### PROMPT
Repeat back the entries that follow, keeping every word as it is.

[Items from a dataset]

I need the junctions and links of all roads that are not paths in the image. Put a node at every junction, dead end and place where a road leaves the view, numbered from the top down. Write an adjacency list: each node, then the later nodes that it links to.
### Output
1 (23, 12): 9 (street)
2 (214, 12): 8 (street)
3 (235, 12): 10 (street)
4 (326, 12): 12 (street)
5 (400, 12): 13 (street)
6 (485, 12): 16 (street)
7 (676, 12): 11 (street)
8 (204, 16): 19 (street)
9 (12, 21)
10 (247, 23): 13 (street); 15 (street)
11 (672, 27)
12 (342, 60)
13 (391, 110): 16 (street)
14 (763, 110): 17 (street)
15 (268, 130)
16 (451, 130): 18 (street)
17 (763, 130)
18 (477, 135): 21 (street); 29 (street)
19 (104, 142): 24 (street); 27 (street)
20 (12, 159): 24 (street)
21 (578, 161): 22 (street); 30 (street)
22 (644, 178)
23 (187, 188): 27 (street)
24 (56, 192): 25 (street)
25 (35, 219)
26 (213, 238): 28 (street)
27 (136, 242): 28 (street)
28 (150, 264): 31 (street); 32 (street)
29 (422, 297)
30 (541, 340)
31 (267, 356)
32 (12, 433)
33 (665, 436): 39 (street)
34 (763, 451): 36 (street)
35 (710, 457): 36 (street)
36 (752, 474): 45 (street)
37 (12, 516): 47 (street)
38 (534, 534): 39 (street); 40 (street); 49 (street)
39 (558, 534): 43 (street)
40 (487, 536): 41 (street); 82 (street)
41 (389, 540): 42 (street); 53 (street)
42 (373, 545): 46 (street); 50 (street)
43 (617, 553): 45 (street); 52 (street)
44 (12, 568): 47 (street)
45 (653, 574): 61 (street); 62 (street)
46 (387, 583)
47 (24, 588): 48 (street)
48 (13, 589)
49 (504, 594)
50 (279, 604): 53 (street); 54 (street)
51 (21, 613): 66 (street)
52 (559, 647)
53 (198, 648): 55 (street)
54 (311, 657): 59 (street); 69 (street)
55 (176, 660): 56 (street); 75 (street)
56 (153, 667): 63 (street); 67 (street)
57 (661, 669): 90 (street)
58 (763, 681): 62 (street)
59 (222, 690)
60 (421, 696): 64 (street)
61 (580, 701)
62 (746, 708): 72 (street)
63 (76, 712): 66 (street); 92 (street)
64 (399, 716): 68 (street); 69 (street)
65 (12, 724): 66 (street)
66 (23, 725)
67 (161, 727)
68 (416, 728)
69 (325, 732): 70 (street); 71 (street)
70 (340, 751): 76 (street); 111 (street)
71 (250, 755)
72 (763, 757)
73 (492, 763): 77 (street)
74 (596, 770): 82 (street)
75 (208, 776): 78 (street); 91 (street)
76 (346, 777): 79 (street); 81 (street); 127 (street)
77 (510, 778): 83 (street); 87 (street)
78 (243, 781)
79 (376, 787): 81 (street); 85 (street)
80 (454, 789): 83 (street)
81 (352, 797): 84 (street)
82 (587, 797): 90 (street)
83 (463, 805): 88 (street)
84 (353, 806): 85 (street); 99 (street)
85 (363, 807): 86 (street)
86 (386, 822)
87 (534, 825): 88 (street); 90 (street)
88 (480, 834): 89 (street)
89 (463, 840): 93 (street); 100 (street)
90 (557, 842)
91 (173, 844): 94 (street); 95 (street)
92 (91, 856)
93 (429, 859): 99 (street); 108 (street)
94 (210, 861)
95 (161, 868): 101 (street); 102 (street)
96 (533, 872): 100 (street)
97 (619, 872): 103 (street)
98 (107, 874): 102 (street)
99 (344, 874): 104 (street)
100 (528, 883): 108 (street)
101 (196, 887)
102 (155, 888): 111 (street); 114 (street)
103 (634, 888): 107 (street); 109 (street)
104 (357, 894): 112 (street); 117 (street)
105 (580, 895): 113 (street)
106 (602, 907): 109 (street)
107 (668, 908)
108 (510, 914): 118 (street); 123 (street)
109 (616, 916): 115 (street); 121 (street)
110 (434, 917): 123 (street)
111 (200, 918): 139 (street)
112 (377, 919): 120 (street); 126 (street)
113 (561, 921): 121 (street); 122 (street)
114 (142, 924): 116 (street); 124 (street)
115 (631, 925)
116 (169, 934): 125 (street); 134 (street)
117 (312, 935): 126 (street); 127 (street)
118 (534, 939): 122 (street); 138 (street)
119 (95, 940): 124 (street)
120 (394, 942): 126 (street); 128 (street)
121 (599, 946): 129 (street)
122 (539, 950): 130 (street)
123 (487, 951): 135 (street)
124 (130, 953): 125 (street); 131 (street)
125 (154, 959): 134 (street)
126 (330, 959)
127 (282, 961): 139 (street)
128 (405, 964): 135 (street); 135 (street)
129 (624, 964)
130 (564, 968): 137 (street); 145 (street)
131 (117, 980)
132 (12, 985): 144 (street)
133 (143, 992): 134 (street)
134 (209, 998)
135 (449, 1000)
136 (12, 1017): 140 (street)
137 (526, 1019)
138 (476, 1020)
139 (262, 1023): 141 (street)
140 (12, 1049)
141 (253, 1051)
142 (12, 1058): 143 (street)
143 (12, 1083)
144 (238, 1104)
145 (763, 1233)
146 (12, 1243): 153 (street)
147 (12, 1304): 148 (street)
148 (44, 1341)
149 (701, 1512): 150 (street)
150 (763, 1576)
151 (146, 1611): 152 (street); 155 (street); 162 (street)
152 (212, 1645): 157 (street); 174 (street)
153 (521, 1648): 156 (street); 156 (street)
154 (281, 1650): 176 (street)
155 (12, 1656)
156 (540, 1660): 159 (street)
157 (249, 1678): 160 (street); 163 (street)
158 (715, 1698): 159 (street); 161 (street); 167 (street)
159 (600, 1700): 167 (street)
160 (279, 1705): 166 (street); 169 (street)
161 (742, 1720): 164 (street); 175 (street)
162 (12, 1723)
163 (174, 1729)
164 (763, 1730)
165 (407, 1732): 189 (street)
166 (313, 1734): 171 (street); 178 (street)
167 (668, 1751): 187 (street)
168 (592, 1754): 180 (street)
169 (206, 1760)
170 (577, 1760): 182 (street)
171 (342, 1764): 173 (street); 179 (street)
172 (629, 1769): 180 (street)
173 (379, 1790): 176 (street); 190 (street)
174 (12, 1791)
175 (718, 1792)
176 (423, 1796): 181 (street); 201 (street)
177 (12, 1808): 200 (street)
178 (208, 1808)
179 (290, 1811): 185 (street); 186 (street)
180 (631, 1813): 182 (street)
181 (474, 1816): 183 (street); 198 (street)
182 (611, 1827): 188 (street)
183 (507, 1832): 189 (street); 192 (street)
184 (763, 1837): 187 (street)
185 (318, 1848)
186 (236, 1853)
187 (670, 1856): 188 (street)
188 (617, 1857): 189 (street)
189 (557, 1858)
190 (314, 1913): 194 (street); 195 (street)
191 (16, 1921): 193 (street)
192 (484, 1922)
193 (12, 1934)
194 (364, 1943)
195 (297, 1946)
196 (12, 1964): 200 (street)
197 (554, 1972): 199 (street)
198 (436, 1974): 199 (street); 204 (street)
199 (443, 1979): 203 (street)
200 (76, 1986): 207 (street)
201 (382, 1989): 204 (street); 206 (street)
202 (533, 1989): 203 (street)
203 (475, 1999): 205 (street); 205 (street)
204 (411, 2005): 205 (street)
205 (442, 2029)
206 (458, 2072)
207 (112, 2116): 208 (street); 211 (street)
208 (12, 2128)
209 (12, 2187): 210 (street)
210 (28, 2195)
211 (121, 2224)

### ANSWER BELOW
I need the junctions and links of all roads that are not paths in the image. Put a node at every junction, dead end and place where a road leaves the view, numbered from the top down. Write an adjacency list: each node, then the later nodes that it links to.
### Output
1 (23, 12): 9 (street)
2 (214, 12): 8 (street)
3 (235, 12): 10 (street)
4 (326, 12): 12 (street)
5 (400, 12): 13 (street)
6 (485, 12): 16 (street)
7 (676, 12): 11 (street)
8 (204, 16): 19 (street)
9 (12, 21)
10 (247, 23): 13 (street); 15 (street)
11 (672, 27)
12 (342, 60)
13 (391, 110): 16 (street)
14 (763, 110): 17 (street)
15 (268, 130)
16 (451, 130): 18 (street)
17 (763, 130)
18 (477, 135): 21 (street); 29 (street)
19 (104, 142): 24 (street); 27 (street)
20 (12, 159): 24 (street)
21 (578, 161): 22 (street); 30 (street)
22 (644, 178)
23 (187, 188): 27 (street)
24 (56, 192): 25 (street)
25 (35, 219)
26 (213, 238): 28 (street)
27 (136, 242): 28 (street)
28 (150, 264): 31 (street); 32 (street)
29 (422, 297)
30 (541, 340)
31 (267, 356)
32 (12, 433)
33 (665, 436): 39 (street)
34 (763, 451): 36 (street)
35 (710, 457): 36 (street)
36 (752, 474): 45 (street)
37 (12, 516): 47 (street)
38 (534, 534): 39 (street); 40 (street); 49 (street)
39 (558, 534): 43 (street)
40 (487, 536): 41 (street); 82 (street)
41 (389, 540): 42 (street); 53 (street)
42 (373, 545): 46 (street); 50 (street)
43 (617, 553): 45 (street); 52 (street)
44 (12, 568): 47 (street)
45 (653, 574): 61 (street); 62 (street)
46 (387, 583)
47 (24, 588): 48 (street)
48 (13, 589)
49 (504, 594)
50 (279, 604): 53 (street); 54 (street)
51 (21, 613): 66 (street)
52 (559, 647)
53 (198, 648): 55 (street)
54 (311, 657): 59 (street); 69 (street)
55 (176, 660): 56 (street); 75 (street)
56 (153, 667): 63 (street); 67 (street)
57 (661, 669): 90 (street)
58 (763, 681): 62 (street)
59 (222, 690)
60 (421, 696): 64 (street)
61 (580, 701)
62 (746, 708): 72 (street)
63 (76, 712): 66 (street); 92 (street)
64 (399, 716): 68 (street); 69 (street)
65 (12, 724): 66 (street)
66 (23, 725)
67 (161, 727)
68 (416, 728)
69 (325, 732): 70 (street); 71 (street)
70 (340, 751): 76 (street); 111 (street)
71 (250, 755)
72 (763, 757)
73 (492, 763): 77 (street)
74 (596, 770): 82 (street)
75 (208, 776): 78 (street); 91 (street)
76 (346, 777): 79 (street); 81 (street); 127 (street)
77 (510, 778): 83 (street); 87 (street)
78 (243, 781)
79 (376, 787): 81 (street); 85 (street)
80 (454, 789): 83 (street)
81 (352, 797): 84 (street)
82 (587, 797): 90 (street)
83 (463, 805): 88 (street)
84 (353, 806): 85 (street); 99 (street)
85 (363, 807): 86 (street)
86 (386, 822)
87 (534, 825): 88 (street); 90 (street)
88 (480, 834): 89 (street)
89 (463, 840): 93 (street); 100 (street)
90 (557, 842)
91 (173, 844): 94 (street); 95 (street)
92 (91, 856)
93 (429, 859): 99 (street); 108 (street)
94 (210, 861)
95 (161, 868): 101 (street); 102 (street)
96 (533, 872): 100 (street)
97 (619, 872): 103 (street)
98 (107, 874): 102 (street)
99 (344, 874): 104 (street)
100 (528, 883): 108 (street)
101 (196, 887)
102 (155, 888): 111 (street); 114 (street)
103 (634, 888): 107 (street); 109 (street)
104 (357, 894): 112 (street); 117 (street)
105 (580, 895): 113 (street)
106 (602, 907): 109 (street)
107 (668, 908)
108 (510, 914): 118 (street); 123 (street)
109 (616, 916): 115 (street); 121 (street)
110 (434, 917): 123 (street)
111 (200, 918): 139 (street)
112 (377, 919): 120 (street); 126 (street)
113 (561, 921): 121 (street); 122 (street)
114 (142, 924): 116 (street); 124 (street)
115 (631, 925)
116 (169, 934): 125 (street); 134 (street)
117 (312, 935): 126 (street); 127 (street)
118 (534, 939): 122 (street); 138 (street)
119 (95, 940): 124 (street)
120 (394, 942): 126 (street); 128 (street)
121 (599, 946): 129 (street)
122 (539, 950): 130 (street)
123 (487, 951): 135 (street)
124 (130, 953): 125 (street); 131 (street)
125 (154, 959): 134 (street)
126 (330, 959)
127 (282, 961): 139 (street)
128 (405, 964): 135 (street); 135 (street)
129 (624, 964)
130 (564, 968): 137 (street); 145 (street)
131 (117, 980)
132 (12, 985): 144 (street)
133 (143, 992): 134 (street)
134 (209, 998)
135 (449, 1000)
136 (12, 1017): 140 (street)
137 (526, 1019)
138 (476, 1020)
139 (262, 1023): 141 (street)
140 (12, 1049)
141 (253, 1051)
142 (12, 1058): 143 (street)
143 (12, 1083)
144 (238, 1104)
145 (763, 1233)
146 (12, 1243): 153 (street)
147 (12, 1304): 148 (street)
148 (44, 1341)
149 (701, 1512): 150 (street)
150 (763, 1576)
151 (146, 1611): 152 (street); 155 (street); 162 (street)
152 (212, 1645): 157 (street); 174 (street)
153 (521, 1648): 156 (street); 156 (street)
154 (281, 1650): 176 (street)
155 (12, 1656)
156 (540, 1660): 159 (street)
157 (249, 1678): 160 (street); 163 (street)
158 (715, 1698): 159 (street); 161 (street); 167 (street)
159 (600, 1700): 167 (street)
160 (279, 1705): 166 (street); 169 (street)
161 (742, 1720): 164 (street); 175 (street)
162 (12, 1723)
163 (174, 1729)
164 (763, 1730)
165 (407, 1732): 189 (street)
166 (313, 1734): 171 (street); 178 (street)
167 (668, 1751): 187 (street)
168 (592, 1754): 180 (street)
169 (206, 1760)
170 (577, 1760): 182 (street)
171 (342, 1764): 173 (street); 179 (street)
172 (629, 1769): 180 (street)
173 (379, 1790): 176 (street); 190 (street)
174 (12, 1791)
175 (718, 1792)
176 (423, 1796): 181 (street); 201 (street)
177 (12, 1808): 200 (street)
178 (208, 1808)
179 (290, 1811): 185 (street); 186 (street)
180 (631, 1813): 182 (street)
181 (474, 1816): 183 (street); 198 (street)
182 (611, 1827): 188 (street)
183 (507, 1832): 189 (street); 192 (street)
184 (763, 1837): 187 (street)
185 (318, 1848)
186 (236, 1853)
187 (670, 1856): 188 (street)
188 (617, 1857): 189 (street)
189 (557, 1858)
190 (314, 1913): 194 (street); 195 (street)
191 (16, 1921): 193 (street)
192 (484, 1922)
193 (12, 1934)
194 (364, 1943)
195 (297, 1946)
196 (12, 1964): 200 (street)
197 (554, 1972): 199 (street)
198 (436, 1974): 199 (street); 204 (street)
199 (443, 1979): 203 (street)
200 (76, 1986): 207 (street)
201 (382, 1989): 204 (street); 206 (street)
202 (533, 1989): 203 (street)
203 (475, 1999): 205 (street); 205 (street)
204 (411, 2005): 205 (street)
205 (442, 2029)
206 (458, 2072)
207 (112, 2116): 208 (street); 211 (street)
208 (12, 2128)
209 (12, 2187): 210 (street)
210 (28, 2195)
211 (121, 2224)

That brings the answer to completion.